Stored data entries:
-- Opening Marker --

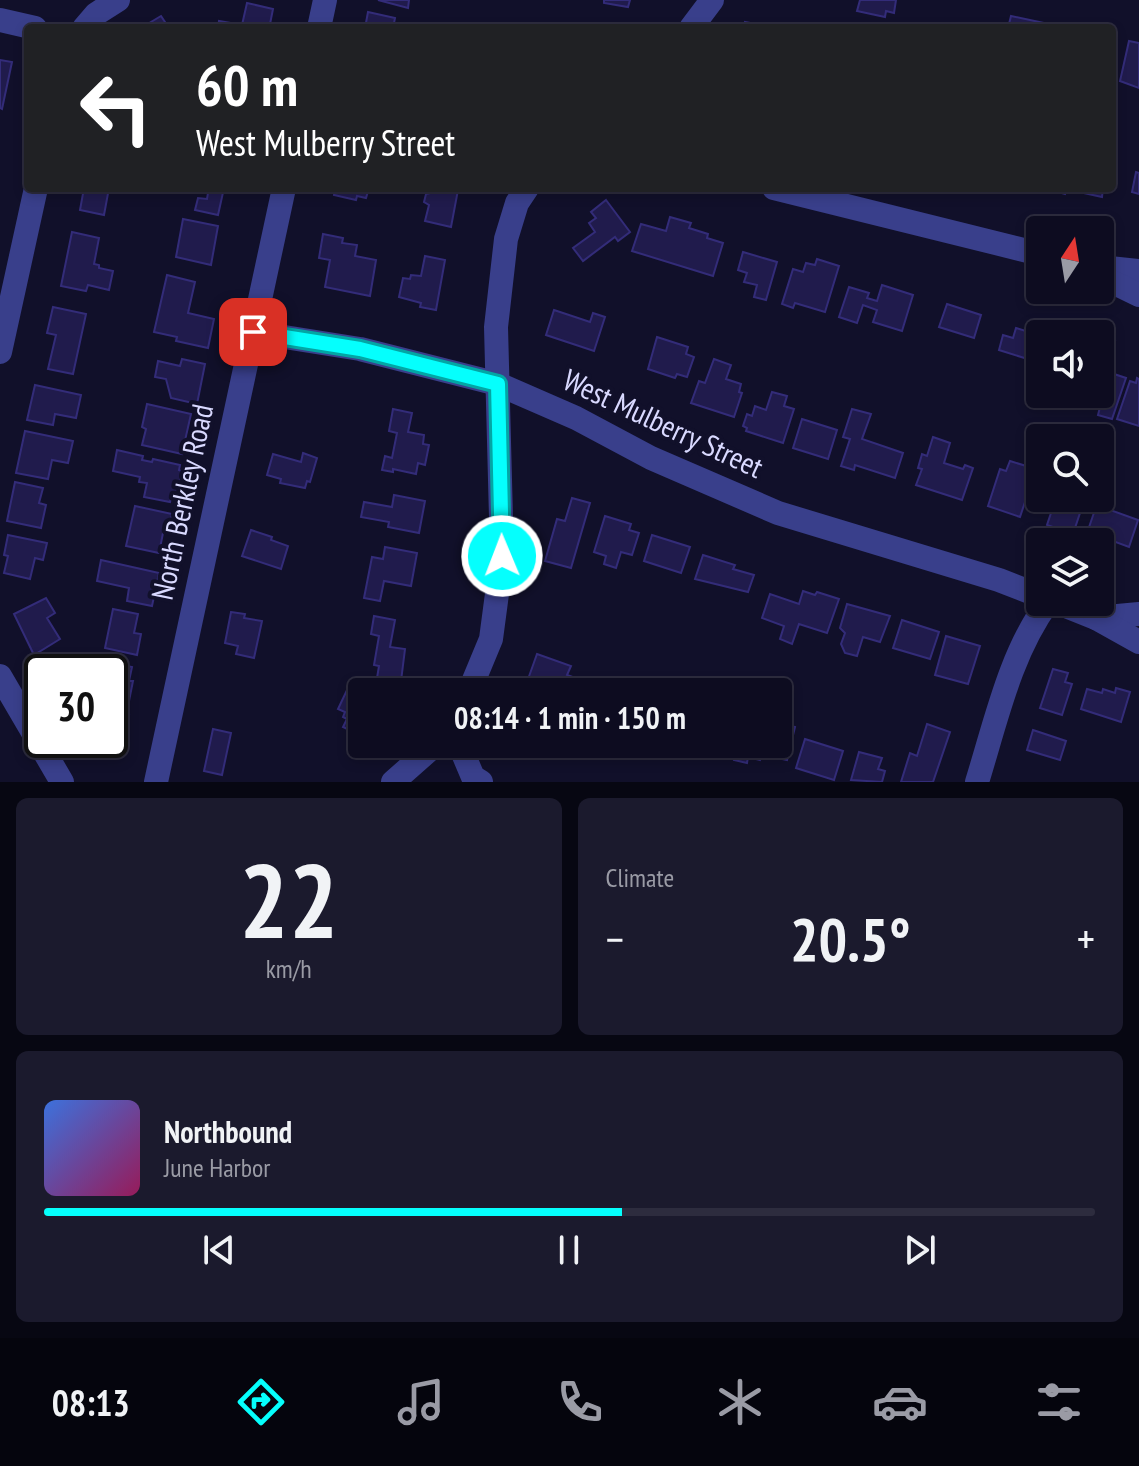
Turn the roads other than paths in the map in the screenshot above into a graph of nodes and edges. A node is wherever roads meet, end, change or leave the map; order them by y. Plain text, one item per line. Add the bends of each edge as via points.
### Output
1 (118, 0) edge
2 (325, 0) edge
3 (712, 0) edge
4 (0, 20) edge
5 (87, 24) edge
6 (320, 24) edge
7 (694, 24) edge
8 (24, 25) edge
9 (35, 192) edge
10 (283, 192) edge
11 (524, 192) edge
12 (790, 192) edge
13 (1026, 251) edge
14 (1114, 268) edge
15 (1139, 271) edge
16 (1114, 283) edge
17 (1139, 295) edge
18 (253, 332) junction
19 (0, 352) edge
20 (498, 384) junction
21 (1026, 591) edge
22 (1139, 614) edge
23 (1038, 616) edge
24 (1091, 616) edge
25 (1096, 618) junction
26 (1139, 642) edge
27 (0, 676) edge
28 (475, 678) edge
29 (420, 758) edge
30 (465, 758) edge
31 (62, 782) edge
32 (156, 782) edge
33 (393, 782) edge
34 (481, 782) edge
35 (977, 782) edge

1 - 5 street
2 - 6 street
3 - 7 street
4 - 8 street
9 - 19 street
10 - 18 street, North Berkley Road
11 - 20 street via 506,239 496,327
12 - 13 street
14 - 15 street
16 - 17 street
18 - 20 street, West Mulberry Street via 360,349
18 - 32 street, North Berkley Road
20 - 21 street, West Mulberry Street via 778,513
20 - 28 street via 502,556 491,639
22 - 25 street
23 - 35 street via 1016,659
24 - 25 street
25 - 26 street
27 - 31 street
29 - 33 street
30 - 34 street

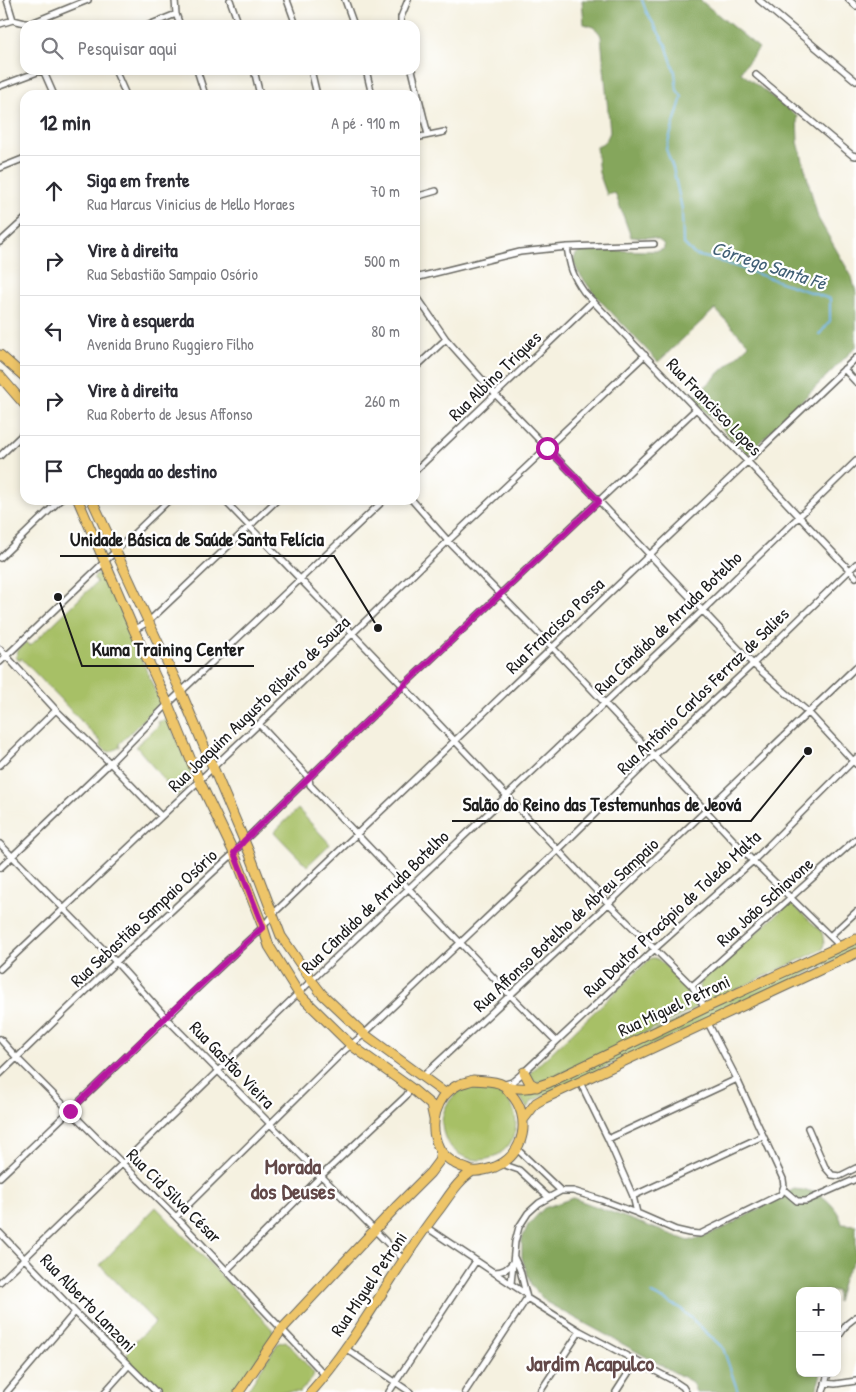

-- Closing Marker --

- Your task
The entries above need to be printed again exactly; please exclude all pictures.

- Response area
Turn the roads other than paths in the map in the screenshot above into a graph of nodes and edges. A node is wherever roads meet, end, change or leave the map; order them by y. Plain text, one item per line. Add the bends of each edge as via points.
### Output
1 (118, 0) edge
2 (325, 0) edge
3 (712, 0) edge
4 (0, 20) edge
5 (87, 24) edge
6 (320, 24) edge
7 (694, 24) edge
8 (24, 25) edge
9 (35, 192) edge
10 (283, 192) edge
11 (524, 192) edge
12 (790, 192) edge
13 (1026, 251) edge
14 (1114, 268) edge
15 (1139, 271) edge
16 (1114, 283) edge
17 (1139, 295) edge
18 (253, 332) junction
19 (0, 352) edge
20 (498, 384) junction
21 (1026, 591) edge
22 (1139, 614) edge
23 (1038, 616) edge
24 (1091, 616) edge
25 (1096, 618) junction
26 (1139, 642) edge
27 (0, 676) edge
28 (475, 678) edge
29 (420, 758) edge
30 (465, 758) edge
31 (62, 782) edge
32 (156, 782) edge
33 (393, 782) edge
34 (481, 782) edge
35 (977, 782) edge

1 - 5 street
2 - 6 street
3 - 7 street
4 - 8 street
9 - 19 street
10 - 18 street, North Berkley Road
11 - 20 street via 506,239 496,327
12 - 13 street
14 - 15 street
16 - 17 street
18 - 20 street, West Mulberry Street via 360,349
18 - 32 street, North Berkley Road
20 - 21 street, West Mulberry Street via 778,513
20 - 28 street via 502,556 491,639
22 - 25 street
23 - 35 street via 1016,659
24 - 25 street
25 - 26 street
27 - 31 street
29 - 33 street
30 - 34 street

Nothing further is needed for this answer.